Chilebrown at home

Sunday, October 19, 2014


We have no bbq contests scheduled until February. We need to occupy our weekends with some food activity. Let’s go to the Ferry Plaza Farmers Market in the ‘City’. We are no strangers to this grand gathering of farmers and food purveyors. It seems that every time we go to this market we discover some new and exciting food item. This trip was no different. We happened upon ‘Mexican Gherkins’. They are basically small cucumbers that look like tiny watermelons.

The farmer happily offered us samples of the ‘Mexican Gherkins’. They were crisp, juicy and tasted like a cucumber with a slight bitter finish. These would be perfect to make into pickles. Of course these pickles would have a Chilebrown twist. This would be the addition of the deadly hot ‘Ghost’ pepper that I have growing in my yard. A Ghost pepper is one of the hottest exotic pepper in the world. I can personally attest to that.

My Ghost pepper plant is in it second year of growing. The first year I nurtured it from a small seedling. It was protected during the winter from frost and the elements in a pot situated in a covered patio. This spring I took the deadly Ghost pepper and planted it in a warm sunny area. We were rewarded with a healthy nuclear bush bomb of peppers. I have eaten minuscule quantities of this pepper. It is a humbling and daunting experience. To use these in a pickle recipe will be interesting if not deadly hot.

We brought our gherkins home and rinsed them in cool water to remove any surface dust or dirt. We are using a simple brine to create our pickles. You can find the complete recipe by clicking: this link here. We layered gherkins, onions, garlic and several whole ghost peppers in a clean mason jar. We poured hot brine over the mixture and screwed on the lid. It is now time to wait for the brine to do its magic. The do need to pickle for several days, so stay tuned. I am a little apprehensive to sample the finished product. Ghost peppers are no joke.


Big Dude said...

I look forward to your report on the finished product.

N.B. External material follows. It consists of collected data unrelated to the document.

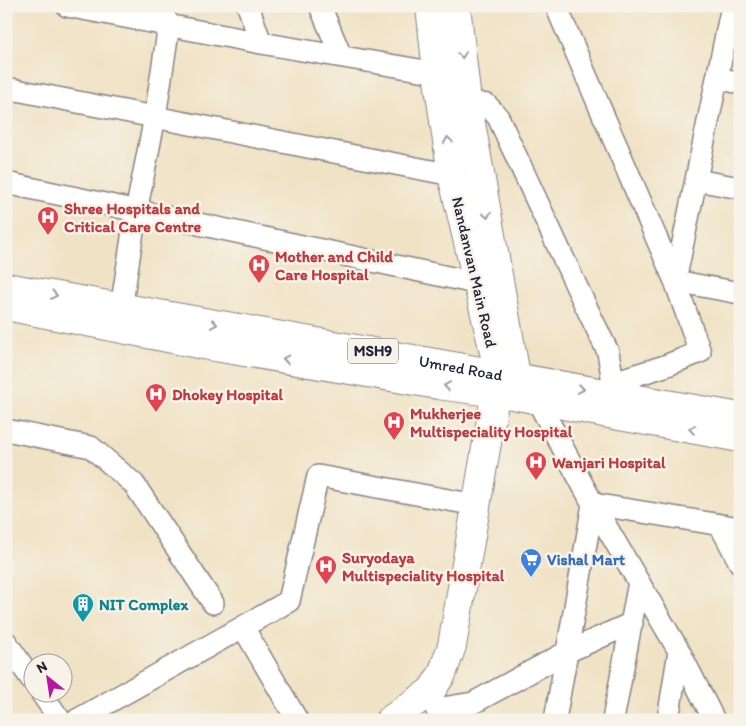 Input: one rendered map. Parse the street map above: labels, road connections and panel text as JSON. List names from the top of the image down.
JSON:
{
  "streets": {
    "main road": ["Nandanvan Main Road", "MSH9", "Umred Road"]
  },
  "crossings": [
    ["Nandanvan Main Road", "Umred Road"]
  ],
  "places": {
    "hospital": [
      "Shree Hospitals and Critical Care Centre",
      "Mother and Child Care Hospital",
      "Dhokey Hospital",
      "Mukherjee Multispeciality Hospital",
      "Wanjari Hospital",
      "Suryodaya Multispeciality Hospital"
    ],
    "supermarket": ["Vishal Mart"],
    "building": ["NIT Complex"]
  },
  "north": "top left"
} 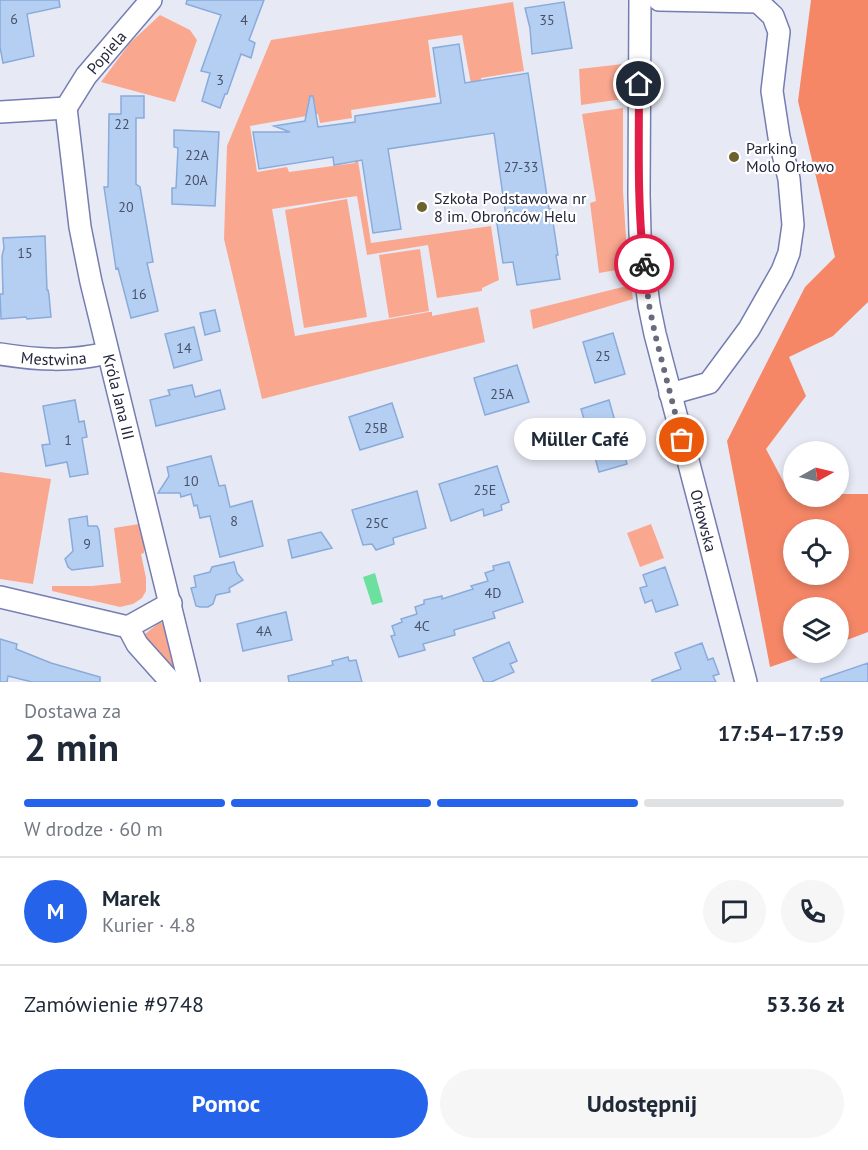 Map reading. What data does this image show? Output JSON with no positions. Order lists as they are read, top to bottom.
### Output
{
  "streets": {
    "street": [
      "Popiela",
      "Mestwina",
      "Króla Jana III",
      "Orłowska"
    ]
  },
  "crossings": [
    ["Popiela", "Króla Jana III"],
    ["Mestwina", "Króla Jana III"]
  ],
  "places": ["Parking Molo Orłowo", "Szkoła Podstawowa nr 8 im. Obrońców Helu", "Müller Café"],
  "house_numbers": [
    "6",
    "4",
    "35",
    "3",
    "22",
    "22A",
    "27-33",
    "20A",
    "20",
    "15",
    "16",
    "14",
    "25",
    "25A",
    "25B",
    "1",
    "10",
    "25E",
    "8",
    "25C",
    "9",
    "4D",
    "4C",
    "4A"
  ],
  "north": "right",
  "page": {
    "bubble": "Müller Café",
    "heading": ["2 min", "Dostawa za", "17:54–17:59"],
    "panel": [
      "Marek",
      "Kurier · 4.8",
      "Zamówienie #9748",
      "53.36 zł"
    ],
    "bar": "W drodze · 60 m",
    "round": "M",
    "buttons": ["Pomoc", "Udostępnij"]
  }
} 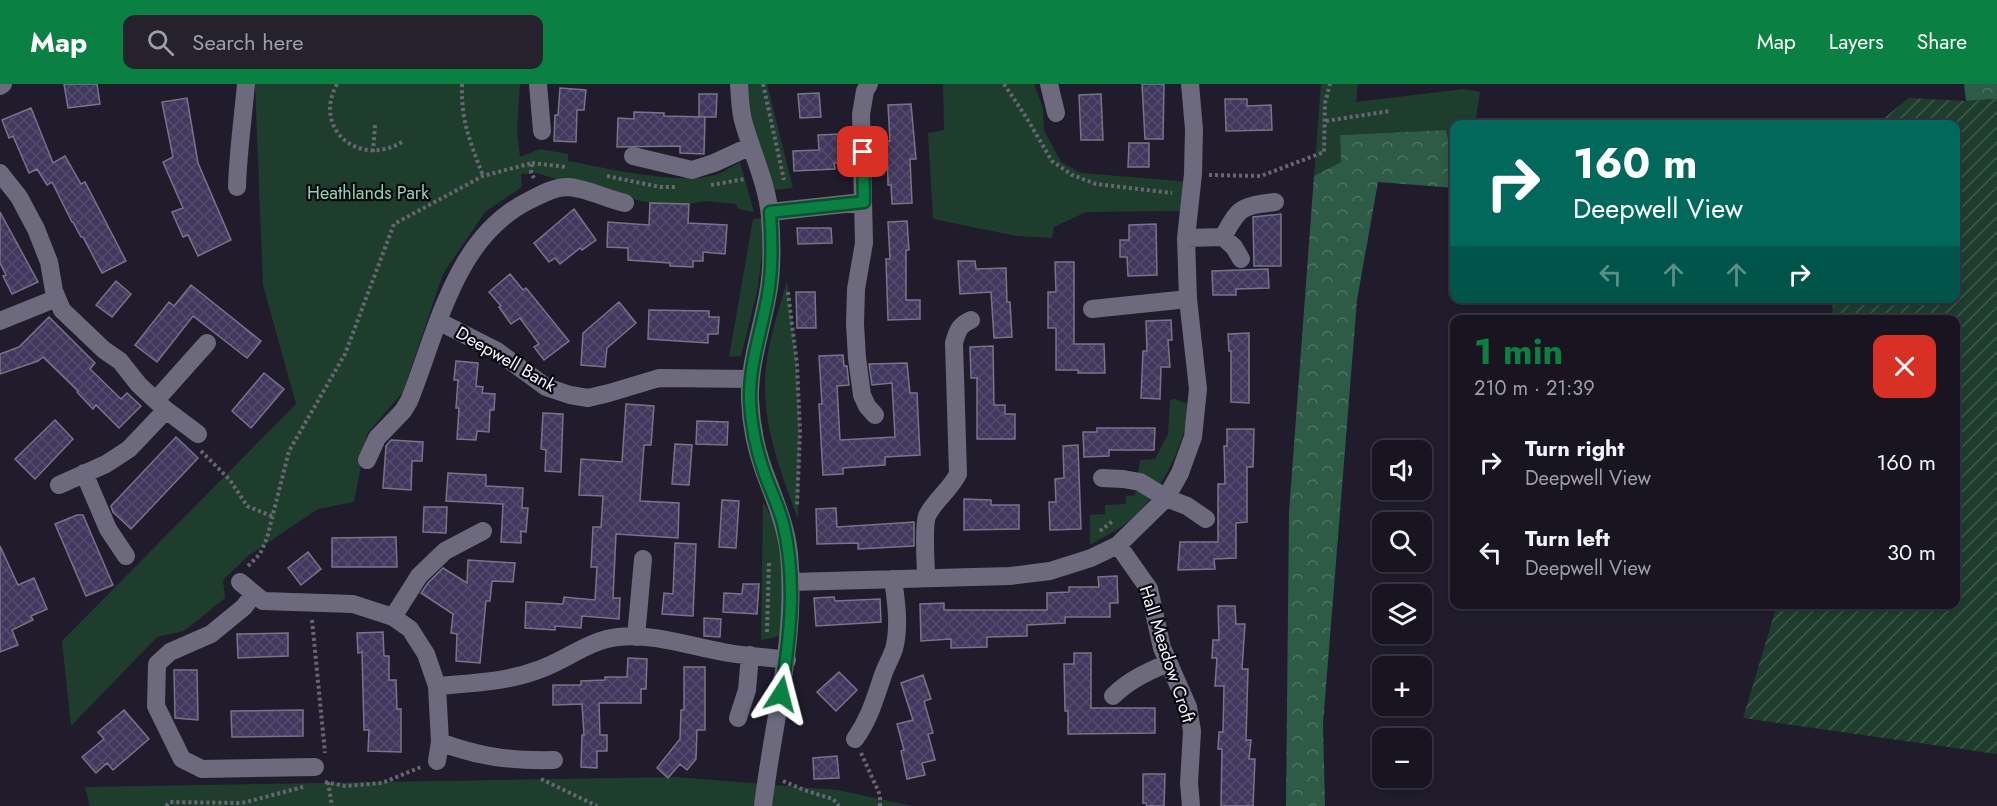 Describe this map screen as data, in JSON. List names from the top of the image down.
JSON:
{
  "streets": {
    "street": ["Deepwell Bank", "Hall Meadow Croft"]
  },
  "parks": ["Heathlands Park"],
  "page": {
    "header": "Map",
    "search": "Search here",
    "nav": ["Map", "Layers", "Share"],
    "turn": ["160 m", "Deepwell View"],
    "heading": ["1 min", "210 m · 21:39"],
    "list": [
      {
        "name": "Turn right",
        "note": "Deepwell View",
        "value": "160 m"
      },
      {
        "name": "Turn left",
        "note": "Deepwell View",
        "value": "30 m"
      }
    ],
    "map_buttons": ["+", "−"]
  }
}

I grew some Caribbean Reds one year and found very little use for the loads of peppers I got.

Chilebrown said...

Big Dude, I am looking forward too if not a little scared. Caribbean Reds sound extra hot.

Three Dogs BBQ said...

There used to be a guy at work that made pickles with Habanero peppers. They were nice. These will eclipse those. I can't wait to see your review. May I suggest a homemade oreganata sauce with those ghost peppers?

Chilebrown said...

Three Dogs BBQ, I had to look up oreganta sauce. I found recipes for clam and one for pork chops. These peppers are so potent that a very small amount would have to be used. Maybe, but I doubt Ms. Goofy will approve. I added one to a large bowl of purchased salsa yesterday. It lit up the stoplights for sure.

Zoomie said...

Are you still alive?

Chilebrown said...

Zoomie, I have not tried them yet. I am a little scared.

Greg said...

those are so cool looking!

greatwhite hunter said...

Mr. Brown I have never heard you admit that something hot has intimidated you. I am shocked and disappointed and disillusion. I am going to have take you down from the pedestal I placed you on. Mr. Brown you could always take more heat than I can but I no pepper has ever scared me not even a little bit. I would always give it a try no matter how hot and suffer though it . I now know you are mere mortal when it comes hot peppers. Man up! GWH

Chilebrown said...

Greg, They caught our eye immediately. They are fun looking.

greatwhite hunter, mere mortal indeed. Anytime, Anyplace we can do battle in the Ghost pepper eating arena.
Bye, the bye, do you miss the Salt Mine?